In [33]:
import os
from pathlib import Path as pt

In [34]:
from llama_index.core import (
    Settings,
    SimpleDirectoryReader,
    VectorStoreIndex,
)

from llama_index.embeddings.google_genai import GoogleGenAIEmbedding
from llama_index.llms.gemini import Gemini

In [35]:
Settings.llm = Gemini(model="models/gemini-2.0-flash")
Settings.embed_model = GoogleGenAIEmbedding(
    model_name="text-embedding-004",
    embed_batch_size=100,
    api_key=os.getenv("GOOGLE_API_KEY")
)

  Settings.llm = Gemini(model="models/gemini-2.0-flash")


In [36]:
pt.cwd()

data = pt.cwd() / 'datasets' / 'nfcorpus'

data

PosixPath('/Users/talentmatch/ai capstone/datasets/nfcorpus')

In [38]:
from llama_index.core.storage import StorageContext
from llama_index.core.vector_stores import SimpleVectorStore

documents = SimpleDirectoryReader(data).load_data()
vector_store = SimpleVectorStore()
storage_context = StorageContext.from_defaults(vector_store=vector_store)
index = VectorStoreIndex.from_documents(documents, storage_context=storage_context)
index.storage_context.persist()

In [39]:
from llama_index.core import load_index_from_storage

storage_context = StorageContext.from_defaults(persist_dir="storage")
loaded_index = load_index_from_storage(storage_context)
query_engine = loaded_index.as_query_engine()

In [None]:
import re

from llama_index.core.base.response.schema import Response
from llama_index.core.postprocessor import LLMRerank
from mirascope.core import google, prompt_template
from pydantic import BaseModel



def custom_parse_choice_select_answer_fn(
    answer: str, num_choices: int, raise_error: bool = False
) -> tuple[list[int], list[float]]:
    """Custom parse choice select answer function."""
    answer_lines = answer.split("\n")
    answer_nums = []
    answer_relevances = []
    for answer_line in answer_lines:
        line_tokens = answer_line.split(",")
        if len(line_tokens) != 2:
            if not raise_error:
                continue
            else:
                raise ValueError(
                    f"Invalid answer line: {answer_line}. "
                    "Answer line must be of the form: "
                    "answer_num: , answer_relevance: "
                )
        split_tokens = line_tokens[0].split(":")
        if (
            len(split_tokens) != 2
            or split_tokens[1] is None
            or not split_tokens[1].strip().isdigit()
        ):
            continue
        answer_num = int(line_tokens[0].split(":")[1].strip())
        if answer_num > num_choices:
            continue
        answer_nums.append(answer_num)
        # extract just the first digits after the colon.
        _answer_relevance = re.findall(r"\d+", line_tokens[1].split(":")[1].strip())[0]
        answer_relevances.append(float(_answer_relevance))
    return answer_nums, answer_relevances


def get_documents(query: str) -> str:
    """The get_documents tool that retrieves Mirascope documentation based on the
    relevance of the query"""
    query_engine = loaded_index.as_query_engine(
        similarity_top_k=10,
        node_postprocessors=[
            LLMRerank(
                choice_batch_size=5,
                top_n=2,
                parse_choice_select_answer_fn=custom_parse_choice_select_answer_fn,
            )
        ],
        response_mode="tree_summarize",
    )

    response = query_engine.query(query)
    if isinstance(response, Response):
        return response.response or "No documents found."
    return "No documents found."


class MirascopeBot(BaseModel):
    @google.call(model="gemini-2.0-flash")
    @prompt_template(
        """
        SYSTEM:
        You are an AI Assistant that is an expert at answering questions about Mirascope.
        Here is the relevant documentation to answer the question.

        Context:
        {context}

        USER:
        {question}
        """
    )
    def _step(self, context: str, question: str): ...
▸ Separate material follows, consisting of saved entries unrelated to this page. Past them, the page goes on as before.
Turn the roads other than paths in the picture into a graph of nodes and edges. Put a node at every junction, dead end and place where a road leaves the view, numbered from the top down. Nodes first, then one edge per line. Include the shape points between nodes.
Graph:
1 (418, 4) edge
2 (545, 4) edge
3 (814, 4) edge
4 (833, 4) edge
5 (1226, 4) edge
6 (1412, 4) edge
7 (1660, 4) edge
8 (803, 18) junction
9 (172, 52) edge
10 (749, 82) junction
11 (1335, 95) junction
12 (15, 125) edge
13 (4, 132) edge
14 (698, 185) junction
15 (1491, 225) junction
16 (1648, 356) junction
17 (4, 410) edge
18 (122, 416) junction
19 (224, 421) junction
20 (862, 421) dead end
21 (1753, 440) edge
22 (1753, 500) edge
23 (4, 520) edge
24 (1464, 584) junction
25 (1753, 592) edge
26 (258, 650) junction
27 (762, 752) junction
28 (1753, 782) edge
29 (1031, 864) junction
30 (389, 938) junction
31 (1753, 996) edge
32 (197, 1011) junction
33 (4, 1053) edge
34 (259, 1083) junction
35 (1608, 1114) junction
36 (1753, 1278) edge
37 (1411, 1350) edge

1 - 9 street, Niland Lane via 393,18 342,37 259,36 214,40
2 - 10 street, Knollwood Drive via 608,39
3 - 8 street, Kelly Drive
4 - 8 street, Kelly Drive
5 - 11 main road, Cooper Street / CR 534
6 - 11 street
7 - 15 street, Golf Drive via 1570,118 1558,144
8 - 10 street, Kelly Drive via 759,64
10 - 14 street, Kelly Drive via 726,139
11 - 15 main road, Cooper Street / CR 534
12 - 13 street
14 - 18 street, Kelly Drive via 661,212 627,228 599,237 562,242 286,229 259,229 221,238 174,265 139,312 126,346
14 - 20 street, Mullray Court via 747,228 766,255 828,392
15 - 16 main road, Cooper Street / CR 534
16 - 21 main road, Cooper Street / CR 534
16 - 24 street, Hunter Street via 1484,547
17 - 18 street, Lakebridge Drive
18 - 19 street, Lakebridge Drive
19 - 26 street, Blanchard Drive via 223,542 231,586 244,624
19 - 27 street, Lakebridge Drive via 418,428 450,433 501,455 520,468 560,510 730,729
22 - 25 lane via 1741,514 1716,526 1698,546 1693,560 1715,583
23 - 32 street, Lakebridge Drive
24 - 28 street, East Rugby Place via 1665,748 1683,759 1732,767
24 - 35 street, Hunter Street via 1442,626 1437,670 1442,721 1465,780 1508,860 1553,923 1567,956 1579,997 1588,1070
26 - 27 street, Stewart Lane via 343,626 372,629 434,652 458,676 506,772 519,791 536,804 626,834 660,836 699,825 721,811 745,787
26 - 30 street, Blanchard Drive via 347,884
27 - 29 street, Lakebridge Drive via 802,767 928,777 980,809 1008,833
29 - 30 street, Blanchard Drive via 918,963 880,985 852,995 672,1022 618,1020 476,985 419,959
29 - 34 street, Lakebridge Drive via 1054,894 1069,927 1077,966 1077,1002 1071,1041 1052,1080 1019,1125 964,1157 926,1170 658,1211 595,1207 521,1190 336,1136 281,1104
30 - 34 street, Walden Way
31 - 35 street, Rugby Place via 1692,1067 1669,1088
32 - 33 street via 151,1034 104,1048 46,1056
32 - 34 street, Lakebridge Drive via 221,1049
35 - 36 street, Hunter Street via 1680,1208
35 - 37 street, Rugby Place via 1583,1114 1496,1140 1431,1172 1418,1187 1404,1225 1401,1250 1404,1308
    def _get_response(self, question: str):
        context = get_documents(question)
        answer = self._step(context, question)
        print("(Assistant):", answer.content)
        return

    def run(self):
        while True:
            question = input("(User): ")
            if question == "exit":
                break
            self._get_response(question)


MirascopeBot().run()

(Assistant): Studies have shown that black tea, in the amounts studied, offered similar hydrating properties to water.

(Assistant): Yes, the acid-base balance of food intake differs between vegetarians and non-vegetarians, with vegetarian diets resulting in more alkaline outcomes.

(Assistant): Yes, dogs can be trained to identify bladder cancer in humans through urine odor with greater accuracy than random chance.



TypeError: unsupported operand type(s) for *: 'NoneType' and 'float'